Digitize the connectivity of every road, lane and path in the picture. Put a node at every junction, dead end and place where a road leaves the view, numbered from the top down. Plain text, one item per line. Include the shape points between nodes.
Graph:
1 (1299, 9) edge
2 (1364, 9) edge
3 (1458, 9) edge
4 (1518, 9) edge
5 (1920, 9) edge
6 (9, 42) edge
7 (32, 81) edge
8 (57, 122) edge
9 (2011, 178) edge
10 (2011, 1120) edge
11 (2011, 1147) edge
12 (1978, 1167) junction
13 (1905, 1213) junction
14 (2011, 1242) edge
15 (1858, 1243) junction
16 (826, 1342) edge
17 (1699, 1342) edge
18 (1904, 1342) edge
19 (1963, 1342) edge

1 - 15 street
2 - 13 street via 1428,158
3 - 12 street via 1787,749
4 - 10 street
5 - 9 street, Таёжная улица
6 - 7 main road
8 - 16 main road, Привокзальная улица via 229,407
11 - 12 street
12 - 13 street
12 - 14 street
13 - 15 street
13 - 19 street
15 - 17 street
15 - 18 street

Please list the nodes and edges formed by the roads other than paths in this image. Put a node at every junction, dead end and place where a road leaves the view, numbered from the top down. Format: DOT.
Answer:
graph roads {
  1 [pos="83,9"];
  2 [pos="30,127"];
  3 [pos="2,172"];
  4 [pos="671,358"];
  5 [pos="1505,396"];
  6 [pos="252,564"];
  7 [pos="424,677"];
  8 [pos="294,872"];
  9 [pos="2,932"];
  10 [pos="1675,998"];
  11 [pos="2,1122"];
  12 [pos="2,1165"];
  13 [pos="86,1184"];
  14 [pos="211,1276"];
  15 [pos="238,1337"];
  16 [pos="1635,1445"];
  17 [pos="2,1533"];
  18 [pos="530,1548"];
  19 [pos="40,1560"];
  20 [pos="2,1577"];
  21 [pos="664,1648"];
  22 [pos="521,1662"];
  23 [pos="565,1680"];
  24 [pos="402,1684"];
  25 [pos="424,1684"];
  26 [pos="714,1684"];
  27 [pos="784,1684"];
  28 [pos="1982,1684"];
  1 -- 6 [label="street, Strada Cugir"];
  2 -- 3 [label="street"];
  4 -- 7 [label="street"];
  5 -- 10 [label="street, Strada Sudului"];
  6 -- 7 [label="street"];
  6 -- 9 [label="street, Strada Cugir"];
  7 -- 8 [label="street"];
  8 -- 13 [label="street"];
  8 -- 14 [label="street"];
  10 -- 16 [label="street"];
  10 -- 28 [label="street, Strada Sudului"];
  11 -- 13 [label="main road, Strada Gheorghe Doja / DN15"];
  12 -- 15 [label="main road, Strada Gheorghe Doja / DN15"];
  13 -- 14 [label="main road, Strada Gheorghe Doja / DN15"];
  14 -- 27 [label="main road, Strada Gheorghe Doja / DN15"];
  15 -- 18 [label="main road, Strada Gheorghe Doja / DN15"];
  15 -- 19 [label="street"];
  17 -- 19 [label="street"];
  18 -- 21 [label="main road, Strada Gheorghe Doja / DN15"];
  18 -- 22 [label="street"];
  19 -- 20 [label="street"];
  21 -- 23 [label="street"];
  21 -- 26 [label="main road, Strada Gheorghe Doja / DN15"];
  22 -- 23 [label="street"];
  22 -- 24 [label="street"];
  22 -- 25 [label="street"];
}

- - -

REQUIRED WORK —
The records above must be transcribed without a single omission.

SOLVED EXERCISE —
Digitize the connectivity of every road, lane and path in the picture. Put a node at every junction, dead end and place where a road leaves the view, numbered from the top down. Plain text, one item per line. Include the shape points between nodes.
Graph:
1 (1299, 9) edge
2 (1364, 9) edge
3 (1458, 9) edge
4 (1518, 9) edge
5 (1920, 9) edge
6 (9, 42) edge
7 (32, 81) edge
8 (57, 122) edge
9 (2011, 178) edge
10 (2011, 1120) edge
11 (2011, 1147) edge
12 (1978, 1167) junction
13 (1905, 1213) junction
14 (2011, 1242) edge
15 (1858, 1243) junction
16 (826, 1342) edge
17 (1699, 1342) edge
18 (1904, 1342) edge
19 (1963, 1342) edge

1 - 15 street
2 - 13 street via 1428,158
3 - 12 street via 1787,749
4 - 10 street
5 - 9 street, Таёжная улица
6 - 7 main road
8 - 16 main road, Привокзальная улица via 229,407
11 - 12 street
12 - 13 street
12 - 14 street
13 - 15 street
13 - 19 street
15 - 17 street
15 - 18 street

Please list the nodes and edges formed by the roads other than paths in this image. Put a node at every junction, dead end and place where a road leaves the view, numbered from the top down. Format: DOT.
Answer:
graph roads {
  1 [pos="83,9"];
  2 [pos="30,127"];
  3 [pos="2,172"];
  4 [pos="671,358"];
  5 [pos="1505,396"];
  6 [pos="252,564"];
  7 [pos="424,677"];
  8 [pos="294,872"];
  9 [pos="2,932"];
  10 [pos="1675,998"];
  11 [pos="2,1122"];
  12 [pos="2,1165"];
  13 [pos="86,1184"];
  14 [pos="211,1276"];
  15 [pos="238,1337"];
  16 [pos="1635,1445"];
  17 [pos="2,1533"];
  18 [pos="530,1548"];
  19 [pos="40,1560"];
  20 [pos="2,1577"];
  21 [pos="664,1648"];
  22 [pos="521,1662"];
  23 [pos="565,1680"];
  24 [pos="402,1684"];
  25 [pos="424,1684"];
  26 [pos="714,1684"];
  27 [pos="784,1684"];
  28 [pos="1982,1684"];
  1 -- 6 [label="street, Strada Cugir"];
  2 -- 3 [label="street"];
  4 -- 7 [label="street"];
  5 -- 10 [label="street, Strada Sudului"];
  6 -- 7 [label="street"];
  6 -- 9 [label="street, Strada Cugir"];
  7 -- 8 [label="street"];
  8 -- 13 [label="street"];
  8 -- 14 [label="street"];
  10 -- 16 [label="street"];
  10 -- 28 [label="street, Strada Sudului"];
  11 -- 13 [label="main road, Strada Gheorghe Doja / DN15"];
  12 -- 15 [label="main road, Strada Gheorghe Doja / DN15"];
  13 -- 14 [label="main road, Strada Gheorghe Doja / DN15"];
  14 -- 27 [label="main road, Strada Gheorghe Doja / DN15"];
  15 -- 18 [label="main road, Strada Gheorghe Doja / DN15"];
  15 -- 19 [label="street"];
  17 -- 19 [label="street"];
  18 -- 21 [label="main road, Strada Gheorghe Doja / DN15"];
  18 -- 22 [label="street"];
  19 -- 20 [label="street"];
  21 -- 23 [label="street"];
  21 -- 26 [label="main road, Strada Gheorghe Doja / DN15"];
  22 -- 23 [label="street"];
  22 -- 24 [label="street"];
  22 -- 25 [label="street"];
}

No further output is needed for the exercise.